Dispatched after a safe year at a San Diego naval air station, Allen was assigned to the "brown water navy" in the vast river delta at the southern tip of Vietnam, serving aboard a barracks ship, the USS Colleton, then a tank landing ship, the USS Hunterdon County, which had been recommissioned at the Mare Island Naval Shipyard after fighting in the Pacific during World War II.
Aboard the ships, "you never knew what might happen," said Allen, recalling rocket fire from the shore and the threat of mines and Viet Cong swimmers in the water. As a defensive action against the latter, sailors would routinely toss hand grenades in the water, he said.
Much of Allen's duty was down in "a hole," the ship's engine room, a loud, dimly lit place with a temperature of 120 degrees.
The 328-foot Colleton provided floating quarters and medical facilities for the Army's 9th Infantry Division, with ammunition and warm beer stored on barges.
Soldiers would "come onto the boat covered in mud, take a hose and clean off and head for a bunk," Allen said.
The Hunterdon County, also 328 feet long, supported helicopters and river patrol boats like the craft commanded by Martin Sheen in the 1979 movie "Apocalypse Now." Allen's ship ventured next to the Vietnam-Cambodia border while he was aboard, and the following year, in May 1970, the Hunterdon County was the first U.S. ship to cross into Cambodia as part of an invasion that prompted a firestorm of protest in the U.S.
After separating from the Navy, Allen settled in Sonoma County and worked for several local firms that manufactured electronic scales. He remembers the war "as if it were a couple of days ago," he said.
"I don't think it's strange at all" that communist-governed Vietnam is now a U.S. ally, with one of the fastest economic growth rates in the world, he said. "It's a beautiful country."

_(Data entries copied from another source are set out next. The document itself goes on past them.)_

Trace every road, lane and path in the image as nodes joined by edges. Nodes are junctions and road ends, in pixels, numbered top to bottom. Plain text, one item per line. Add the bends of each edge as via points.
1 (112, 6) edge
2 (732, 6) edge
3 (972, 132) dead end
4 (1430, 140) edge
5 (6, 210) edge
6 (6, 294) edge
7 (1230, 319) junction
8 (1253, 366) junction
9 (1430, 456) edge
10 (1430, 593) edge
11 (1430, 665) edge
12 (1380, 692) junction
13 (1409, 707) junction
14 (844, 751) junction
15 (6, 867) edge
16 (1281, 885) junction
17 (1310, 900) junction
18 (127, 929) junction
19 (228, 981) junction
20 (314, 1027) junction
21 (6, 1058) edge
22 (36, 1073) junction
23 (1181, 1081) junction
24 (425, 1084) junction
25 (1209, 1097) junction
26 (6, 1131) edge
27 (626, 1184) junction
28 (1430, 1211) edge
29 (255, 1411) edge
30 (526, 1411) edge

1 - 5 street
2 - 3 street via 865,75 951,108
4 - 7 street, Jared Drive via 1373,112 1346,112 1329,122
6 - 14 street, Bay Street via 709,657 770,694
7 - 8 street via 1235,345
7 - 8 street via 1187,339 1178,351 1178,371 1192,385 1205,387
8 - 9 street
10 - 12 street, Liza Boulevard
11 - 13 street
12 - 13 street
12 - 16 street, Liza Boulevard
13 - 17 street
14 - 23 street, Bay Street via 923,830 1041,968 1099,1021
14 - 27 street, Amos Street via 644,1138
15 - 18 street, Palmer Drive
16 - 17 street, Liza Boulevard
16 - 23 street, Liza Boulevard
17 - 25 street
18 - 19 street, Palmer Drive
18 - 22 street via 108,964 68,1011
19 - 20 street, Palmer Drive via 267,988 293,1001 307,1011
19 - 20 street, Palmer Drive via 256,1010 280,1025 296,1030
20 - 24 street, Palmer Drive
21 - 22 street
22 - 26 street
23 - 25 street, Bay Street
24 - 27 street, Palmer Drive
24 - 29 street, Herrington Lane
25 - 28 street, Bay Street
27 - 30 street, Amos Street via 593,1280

Thompson, a St. Helena native who still lives in his family's home, dropped out of high school after his junior year to join the Army in 1968. "I was really stupid," he said, describing the decision that he realized — in boot camp — might have been unwise.
Sent to Vietnam in 1970, his tour was cut short while he was leading a combat patrol in a valley one morning and the platoon's point man triggered an explosive booby trap, killing the point man instantly and knocking down Thompson, who was standing several yards away.
One piece of shrapnel tore through his nose and the metal fragments broke bones in both of his feet and severed an Achilles tendon, while the blast caused some permanent hearing loss. He spent four months recuperating at hospitals in Vietnam and Japan and was awarded a Purple Heart.
Returning to Napa Valley, Thompson went to school on the GI Bill, earning a bachelor's degree, high school diploma and master's degree, in that order.
In 1990, he narrowly beat a Republican incumbent to become the first Vietnam veteran elected to the state Senate, stepped up to the House in 1998 and last month celebrated 25 years of public service, going undefeated in 12 straight elections.
Thompson wears on his jacket lapel every day a replica of a combat infantryman's badge given to him during his 1990 campaign by the late B.T. Collins, a former state assemblyman who served as a Green Beret captain during the Vietnam War and lost his right arm and right leg to a grenade attack in 1967.
Thompson's first postwar return to Vietnam was in 2000 as part of President Bill Clinton's trip to Hanoi in 2000, the first time a chief executive had set foot in the country since Richard Nixon visited U.S. troops outside Saigon in 1969.
Thompson's third trip was a month ago with a House delegation consulting with Vietnamese leaders on workers' rights, trade and climate change, with a visit to wartime leader Ho Chi Minh's house on the grounds of the presidential palace in Hanoi.
"I like Vietnam," Thompson said. "The people are wonderful."
John Allen said he's not sure what to do with the ribbons and medals he received Monday. "Find a good place to put them," he said, possibly framed and hung on a wall.
Thompson had some advice for Patrick Allen.
"Fathers' Day may be over but he's still a hero," the congressman said. "So go home and mow the lawn for him."